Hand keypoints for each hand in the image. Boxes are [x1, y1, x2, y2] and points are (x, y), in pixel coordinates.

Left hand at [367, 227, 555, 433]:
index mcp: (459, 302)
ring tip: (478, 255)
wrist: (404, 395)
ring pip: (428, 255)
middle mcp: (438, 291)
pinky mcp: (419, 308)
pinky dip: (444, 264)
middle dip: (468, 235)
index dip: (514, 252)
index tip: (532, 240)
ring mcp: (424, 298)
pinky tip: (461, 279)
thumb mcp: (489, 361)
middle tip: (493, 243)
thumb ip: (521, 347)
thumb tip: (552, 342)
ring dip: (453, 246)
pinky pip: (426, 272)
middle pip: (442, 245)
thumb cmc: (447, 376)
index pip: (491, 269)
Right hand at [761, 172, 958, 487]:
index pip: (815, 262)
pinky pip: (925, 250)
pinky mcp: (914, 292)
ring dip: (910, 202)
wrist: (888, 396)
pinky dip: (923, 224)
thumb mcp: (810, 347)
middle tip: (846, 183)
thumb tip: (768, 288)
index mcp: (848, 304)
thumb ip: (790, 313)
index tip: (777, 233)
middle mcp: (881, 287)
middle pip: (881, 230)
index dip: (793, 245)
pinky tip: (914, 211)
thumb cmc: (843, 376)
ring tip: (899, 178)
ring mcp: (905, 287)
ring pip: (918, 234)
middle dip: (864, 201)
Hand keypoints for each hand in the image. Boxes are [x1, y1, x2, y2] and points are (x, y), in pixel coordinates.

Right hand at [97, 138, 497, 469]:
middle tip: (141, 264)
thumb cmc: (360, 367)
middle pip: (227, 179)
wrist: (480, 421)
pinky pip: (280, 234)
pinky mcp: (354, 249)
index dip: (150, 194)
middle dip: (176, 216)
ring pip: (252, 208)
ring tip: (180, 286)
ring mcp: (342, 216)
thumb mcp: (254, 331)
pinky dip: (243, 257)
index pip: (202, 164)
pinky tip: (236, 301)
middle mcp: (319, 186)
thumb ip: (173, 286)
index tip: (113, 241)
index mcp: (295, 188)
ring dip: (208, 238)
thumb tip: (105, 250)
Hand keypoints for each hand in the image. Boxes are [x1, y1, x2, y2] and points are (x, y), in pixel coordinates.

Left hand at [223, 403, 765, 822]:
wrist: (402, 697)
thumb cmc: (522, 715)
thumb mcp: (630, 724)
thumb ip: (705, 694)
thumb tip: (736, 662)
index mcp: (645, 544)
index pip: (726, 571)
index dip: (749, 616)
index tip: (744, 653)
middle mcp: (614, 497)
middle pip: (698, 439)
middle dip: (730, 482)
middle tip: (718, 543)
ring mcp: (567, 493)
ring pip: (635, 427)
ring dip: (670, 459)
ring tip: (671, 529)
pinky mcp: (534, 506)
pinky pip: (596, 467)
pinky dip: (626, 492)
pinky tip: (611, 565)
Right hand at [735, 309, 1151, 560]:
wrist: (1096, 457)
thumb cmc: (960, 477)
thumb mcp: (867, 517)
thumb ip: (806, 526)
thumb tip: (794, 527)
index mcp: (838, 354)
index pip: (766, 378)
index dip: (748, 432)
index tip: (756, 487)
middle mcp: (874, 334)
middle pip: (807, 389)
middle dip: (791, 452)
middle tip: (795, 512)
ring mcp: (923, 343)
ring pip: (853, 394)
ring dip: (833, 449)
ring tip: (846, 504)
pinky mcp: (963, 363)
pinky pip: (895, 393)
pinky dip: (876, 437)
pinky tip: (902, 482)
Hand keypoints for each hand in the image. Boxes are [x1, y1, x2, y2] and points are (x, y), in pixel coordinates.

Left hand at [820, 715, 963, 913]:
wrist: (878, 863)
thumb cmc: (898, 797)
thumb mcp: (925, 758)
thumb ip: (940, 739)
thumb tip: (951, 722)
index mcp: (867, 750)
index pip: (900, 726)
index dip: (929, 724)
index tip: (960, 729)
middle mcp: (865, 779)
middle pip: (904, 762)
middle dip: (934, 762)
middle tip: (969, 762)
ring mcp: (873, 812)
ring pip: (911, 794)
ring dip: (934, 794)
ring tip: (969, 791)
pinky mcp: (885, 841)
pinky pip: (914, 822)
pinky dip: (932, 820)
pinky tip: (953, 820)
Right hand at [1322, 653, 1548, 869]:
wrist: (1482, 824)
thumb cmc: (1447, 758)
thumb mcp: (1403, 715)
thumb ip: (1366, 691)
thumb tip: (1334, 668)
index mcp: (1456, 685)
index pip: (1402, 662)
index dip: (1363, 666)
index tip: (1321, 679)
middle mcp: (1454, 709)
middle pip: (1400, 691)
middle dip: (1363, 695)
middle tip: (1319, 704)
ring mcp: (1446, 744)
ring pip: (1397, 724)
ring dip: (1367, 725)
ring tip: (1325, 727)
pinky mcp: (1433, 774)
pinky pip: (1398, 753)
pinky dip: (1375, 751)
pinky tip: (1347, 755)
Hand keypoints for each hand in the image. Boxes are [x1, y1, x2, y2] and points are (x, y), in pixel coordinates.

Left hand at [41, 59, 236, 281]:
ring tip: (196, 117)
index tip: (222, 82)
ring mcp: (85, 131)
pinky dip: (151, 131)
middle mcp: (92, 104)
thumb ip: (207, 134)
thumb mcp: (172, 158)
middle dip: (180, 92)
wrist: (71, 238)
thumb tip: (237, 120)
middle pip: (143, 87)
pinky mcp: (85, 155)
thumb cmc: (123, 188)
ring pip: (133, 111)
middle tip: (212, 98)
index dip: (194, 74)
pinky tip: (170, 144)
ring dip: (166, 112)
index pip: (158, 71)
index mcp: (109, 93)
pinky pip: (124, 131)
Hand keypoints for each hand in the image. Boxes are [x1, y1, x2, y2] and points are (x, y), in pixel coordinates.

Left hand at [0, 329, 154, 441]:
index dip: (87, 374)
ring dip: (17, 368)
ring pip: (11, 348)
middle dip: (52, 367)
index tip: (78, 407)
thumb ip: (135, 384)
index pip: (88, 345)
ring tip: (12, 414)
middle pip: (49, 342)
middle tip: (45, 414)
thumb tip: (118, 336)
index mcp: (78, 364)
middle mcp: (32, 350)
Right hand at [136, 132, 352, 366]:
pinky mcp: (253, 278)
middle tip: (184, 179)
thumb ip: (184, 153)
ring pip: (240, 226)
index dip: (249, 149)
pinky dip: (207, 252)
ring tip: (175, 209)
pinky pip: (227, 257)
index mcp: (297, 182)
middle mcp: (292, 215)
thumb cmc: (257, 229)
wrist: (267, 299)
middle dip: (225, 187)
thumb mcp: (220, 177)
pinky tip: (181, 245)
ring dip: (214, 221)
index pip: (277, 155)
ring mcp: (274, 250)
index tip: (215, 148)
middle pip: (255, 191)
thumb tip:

- Problem:
Show a copy of each line from the data that includes the word "Left".

- Response to the task:
Left hand at [367, 227, 555, 433]:
Left hand at [223, 403, 765, 822]:
Left hand at [820, 715, 963, 913]:
Left hand at [41, 59, 236, 281]:
Left hand at [0, 329, 154, 441]:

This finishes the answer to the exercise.